Supplied records START

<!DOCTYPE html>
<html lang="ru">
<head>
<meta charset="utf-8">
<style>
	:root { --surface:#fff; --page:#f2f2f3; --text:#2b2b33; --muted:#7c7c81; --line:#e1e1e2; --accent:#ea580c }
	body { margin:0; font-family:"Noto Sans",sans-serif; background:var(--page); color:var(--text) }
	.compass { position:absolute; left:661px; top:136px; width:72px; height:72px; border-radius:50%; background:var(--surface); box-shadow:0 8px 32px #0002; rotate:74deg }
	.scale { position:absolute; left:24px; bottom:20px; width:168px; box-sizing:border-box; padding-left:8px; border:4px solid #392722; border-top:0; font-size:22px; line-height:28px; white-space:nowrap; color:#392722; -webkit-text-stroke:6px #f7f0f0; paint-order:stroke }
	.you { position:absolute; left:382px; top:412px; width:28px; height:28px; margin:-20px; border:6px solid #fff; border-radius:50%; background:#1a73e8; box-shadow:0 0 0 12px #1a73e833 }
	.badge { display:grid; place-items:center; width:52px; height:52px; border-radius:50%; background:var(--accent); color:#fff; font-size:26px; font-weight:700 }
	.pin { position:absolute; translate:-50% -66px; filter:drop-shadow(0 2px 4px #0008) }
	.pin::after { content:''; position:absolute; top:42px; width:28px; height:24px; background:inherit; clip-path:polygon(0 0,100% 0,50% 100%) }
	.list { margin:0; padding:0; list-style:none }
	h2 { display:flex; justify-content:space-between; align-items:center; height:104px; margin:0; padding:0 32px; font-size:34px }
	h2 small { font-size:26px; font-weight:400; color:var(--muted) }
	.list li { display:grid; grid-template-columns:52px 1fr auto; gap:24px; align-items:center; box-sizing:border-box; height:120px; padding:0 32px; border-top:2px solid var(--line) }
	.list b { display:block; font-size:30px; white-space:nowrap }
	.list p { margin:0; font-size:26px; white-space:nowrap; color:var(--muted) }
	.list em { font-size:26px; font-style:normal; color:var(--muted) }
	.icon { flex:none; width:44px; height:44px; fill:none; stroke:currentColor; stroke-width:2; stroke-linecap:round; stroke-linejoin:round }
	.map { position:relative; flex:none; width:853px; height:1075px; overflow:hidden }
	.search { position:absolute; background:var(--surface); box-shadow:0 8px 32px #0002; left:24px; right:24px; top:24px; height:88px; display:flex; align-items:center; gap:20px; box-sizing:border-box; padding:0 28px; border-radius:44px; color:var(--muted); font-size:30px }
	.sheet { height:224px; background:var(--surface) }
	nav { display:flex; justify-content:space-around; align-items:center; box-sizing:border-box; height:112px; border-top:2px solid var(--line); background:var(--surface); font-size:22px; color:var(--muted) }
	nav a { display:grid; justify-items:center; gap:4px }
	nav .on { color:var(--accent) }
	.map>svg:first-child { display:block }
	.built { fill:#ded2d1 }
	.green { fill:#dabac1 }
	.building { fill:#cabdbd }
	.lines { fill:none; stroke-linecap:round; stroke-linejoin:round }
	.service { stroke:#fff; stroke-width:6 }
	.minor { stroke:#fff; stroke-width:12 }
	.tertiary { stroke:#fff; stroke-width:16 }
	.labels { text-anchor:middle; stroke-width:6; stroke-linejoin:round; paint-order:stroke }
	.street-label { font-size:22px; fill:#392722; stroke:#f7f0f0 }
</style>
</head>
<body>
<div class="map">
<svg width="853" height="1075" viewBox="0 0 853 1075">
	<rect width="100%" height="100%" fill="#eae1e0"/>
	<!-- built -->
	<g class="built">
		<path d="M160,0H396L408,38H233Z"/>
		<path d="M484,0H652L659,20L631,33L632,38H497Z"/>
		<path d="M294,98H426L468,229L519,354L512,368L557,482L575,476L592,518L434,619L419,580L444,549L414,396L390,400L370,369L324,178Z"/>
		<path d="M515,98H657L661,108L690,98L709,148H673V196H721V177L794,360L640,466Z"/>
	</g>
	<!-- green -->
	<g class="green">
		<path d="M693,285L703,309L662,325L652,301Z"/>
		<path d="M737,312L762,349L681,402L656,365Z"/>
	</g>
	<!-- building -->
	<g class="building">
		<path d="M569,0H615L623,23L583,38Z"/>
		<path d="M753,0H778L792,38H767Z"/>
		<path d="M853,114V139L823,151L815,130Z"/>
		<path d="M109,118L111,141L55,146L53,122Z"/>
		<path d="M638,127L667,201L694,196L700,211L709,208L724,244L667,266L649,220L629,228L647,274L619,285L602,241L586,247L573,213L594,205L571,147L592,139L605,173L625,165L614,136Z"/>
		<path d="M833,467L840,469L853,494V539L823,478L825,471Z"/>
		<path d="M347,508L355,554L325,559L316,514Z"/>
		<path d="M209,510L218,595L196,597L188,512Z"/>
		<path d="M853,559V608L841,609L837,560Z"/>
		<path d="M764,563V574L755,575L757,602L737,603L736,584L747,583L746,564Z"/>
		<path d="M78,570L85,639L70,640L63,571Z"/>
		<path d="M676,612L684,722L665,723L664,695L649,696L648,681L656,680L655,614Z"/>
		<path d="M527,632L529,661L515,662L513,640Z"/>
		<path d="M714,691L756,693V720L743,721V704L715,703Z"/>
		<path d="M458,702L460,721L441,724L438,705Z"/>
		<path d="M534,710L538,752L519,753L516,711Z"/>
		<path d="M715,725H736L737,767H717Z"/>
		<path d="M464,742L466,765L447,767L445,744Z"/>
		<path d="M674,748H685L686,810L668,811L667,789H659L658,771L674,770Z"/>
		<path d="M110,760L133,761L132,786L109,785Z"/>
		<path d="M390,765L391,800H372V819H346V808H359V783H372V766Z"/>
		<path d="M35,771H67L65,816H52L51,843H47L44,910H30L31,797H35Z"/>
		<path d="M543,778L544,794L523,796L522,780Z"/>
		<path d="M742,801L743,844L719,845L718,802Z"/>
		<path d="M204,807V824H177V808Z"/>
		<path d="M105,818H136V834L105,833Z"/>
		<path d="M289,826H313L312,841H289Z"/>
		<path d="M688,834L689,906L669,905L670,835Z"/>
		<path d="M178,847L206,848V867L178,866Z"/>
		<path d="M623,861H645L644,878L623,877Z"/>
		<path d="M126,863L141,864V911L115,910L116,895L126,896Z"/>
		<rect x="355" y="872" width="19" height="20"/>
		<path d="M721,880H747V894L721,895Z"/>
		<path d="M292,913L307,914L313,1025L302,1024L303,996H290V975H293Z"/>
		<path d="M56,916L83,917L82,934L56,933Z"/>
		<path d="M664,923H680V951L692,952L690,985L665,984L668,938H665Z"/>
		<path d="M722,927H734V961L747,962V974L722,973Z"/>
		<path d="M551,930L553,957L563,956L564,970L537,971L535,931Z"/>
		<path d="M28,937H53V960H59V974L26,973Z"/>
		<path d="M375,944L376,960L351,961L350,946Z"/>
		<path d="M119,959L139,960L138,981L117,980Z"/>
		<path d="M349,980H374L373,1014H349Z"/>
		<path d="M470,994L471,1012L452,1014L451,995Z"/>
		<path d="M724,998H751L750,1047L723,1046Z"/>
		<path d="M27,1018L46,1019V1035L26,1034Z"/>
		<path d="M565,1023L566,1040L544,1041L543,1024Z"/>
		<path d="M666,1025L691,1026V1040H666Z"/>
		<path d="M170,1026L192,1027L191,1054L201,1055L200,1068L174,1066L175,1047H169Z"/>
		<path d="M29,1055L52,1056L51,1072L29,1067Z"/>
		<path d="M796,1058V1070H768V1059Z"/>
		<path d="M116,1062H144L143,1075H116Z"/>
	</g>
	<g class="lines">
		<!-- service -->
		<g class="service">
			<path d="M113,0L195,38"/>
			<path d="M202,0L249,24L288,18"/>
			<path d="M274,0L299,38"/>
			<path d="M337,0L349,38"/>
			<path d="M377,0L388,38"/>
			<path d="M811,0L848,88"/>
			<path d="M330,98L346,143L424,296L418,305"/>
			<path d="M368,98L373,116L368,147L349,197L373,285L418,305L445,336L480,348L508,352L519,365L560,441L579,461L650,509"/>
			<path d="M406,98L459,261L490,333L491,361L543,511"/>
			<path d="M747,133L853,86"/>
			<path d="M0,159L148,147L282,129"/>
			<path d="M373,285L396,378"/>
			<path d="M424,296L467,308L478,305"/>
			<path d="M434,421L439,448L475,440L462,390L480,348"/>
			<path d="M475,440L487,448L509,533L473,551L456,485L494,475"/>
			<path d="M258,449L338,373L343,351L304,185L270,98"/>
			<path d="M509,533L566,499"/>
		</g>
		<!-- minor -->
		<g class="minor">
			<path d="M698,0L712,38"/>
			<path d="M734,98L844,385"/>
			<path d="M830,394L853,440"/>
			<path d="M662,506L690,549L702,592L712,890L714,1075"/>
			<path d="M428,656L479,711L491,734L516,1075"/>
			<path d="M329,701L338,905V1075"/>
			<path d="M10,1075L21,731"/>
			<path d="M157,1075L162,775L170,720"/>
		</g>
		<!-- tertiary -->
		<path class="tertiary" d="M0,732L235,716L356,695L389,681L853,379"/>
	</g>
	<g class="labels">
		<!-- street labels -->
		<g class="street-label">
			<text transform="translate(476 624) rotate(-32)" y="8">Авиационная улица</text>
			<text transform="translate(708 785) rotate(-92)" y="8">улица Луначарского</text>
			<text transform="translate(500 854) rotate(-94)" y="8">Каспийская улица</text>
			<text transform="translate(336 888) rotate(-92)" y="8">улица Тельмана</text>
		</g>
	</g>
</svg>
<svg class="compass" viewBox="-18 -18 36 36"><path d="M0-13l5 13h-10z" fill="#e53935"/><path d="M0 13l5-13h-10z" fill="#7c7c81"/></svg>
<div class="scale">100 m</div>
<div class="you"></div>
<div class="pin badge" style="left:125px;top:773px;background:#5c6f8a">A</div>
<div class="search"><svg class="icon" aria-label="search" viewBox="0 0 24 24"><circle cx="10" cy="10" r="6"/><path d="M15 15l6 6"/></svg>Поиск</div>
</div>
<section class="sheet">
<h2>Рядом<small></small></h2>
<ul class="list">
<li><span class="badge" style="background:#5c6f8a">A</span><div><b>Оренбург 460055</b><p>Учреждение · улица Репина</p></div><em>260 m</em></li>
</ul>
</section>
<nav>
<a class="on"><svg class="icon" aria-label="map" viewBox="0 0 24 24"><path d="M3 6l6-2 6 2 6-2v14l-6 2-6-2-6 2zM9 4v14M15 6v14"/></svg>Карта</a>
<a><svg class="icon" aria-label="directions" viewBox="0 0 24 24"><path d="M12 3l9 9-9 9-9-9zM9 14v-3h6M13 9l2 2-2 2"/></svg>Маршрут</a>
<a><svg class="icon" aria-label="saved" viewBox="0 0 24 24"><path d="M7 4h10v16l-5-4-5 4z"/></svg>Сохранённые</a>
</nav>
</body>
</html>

Supplied records END

■ **About this exercise**
Begin at the first line of the material above. Transcribe each line exactly, ending with the line that contains "position:absolute; left:382px; top:412px;".

■ **Answer section**
<!DOCTYPE html>
<html lang="ru">
<head>
<meta charset="utf-8">
<style>
	:root { --surface:#fff; --page:#f2f2f3; --text:#2b2b33; --muted:#7c7c81; --line:#e1e1e2; --accent:#ea580c }
	body { margin:0; font-family:"Noto Sans",sans-serif; background:var(--page); color:var(--text) }
	.compass { position:absolute; left:661px; top:136px; width:72px; height:72px; border-radius:50%; background:var(--surface); box-shadow:0 8px 32px #0002; rotate:74deg }
	.scale { position:absolute; left:24px; bottom:20px; width:168px; box-sizing:border-box; padding-left:8px; border:4px solid #392722; border-top:0; font-size:22px; line-height:28px; white-space:nowrap; color:#392722; -webkit-text-stroke:6px #f7f0f0; paint-order:stroke }
	.you { position:absolute; left:382px; top:412px; width:28px; height:28px; margin:-20px; border:6px solid #fff; border-radius:50%; background:#1a73e8; box-shadow:0 0 0 12px #1a73e833 }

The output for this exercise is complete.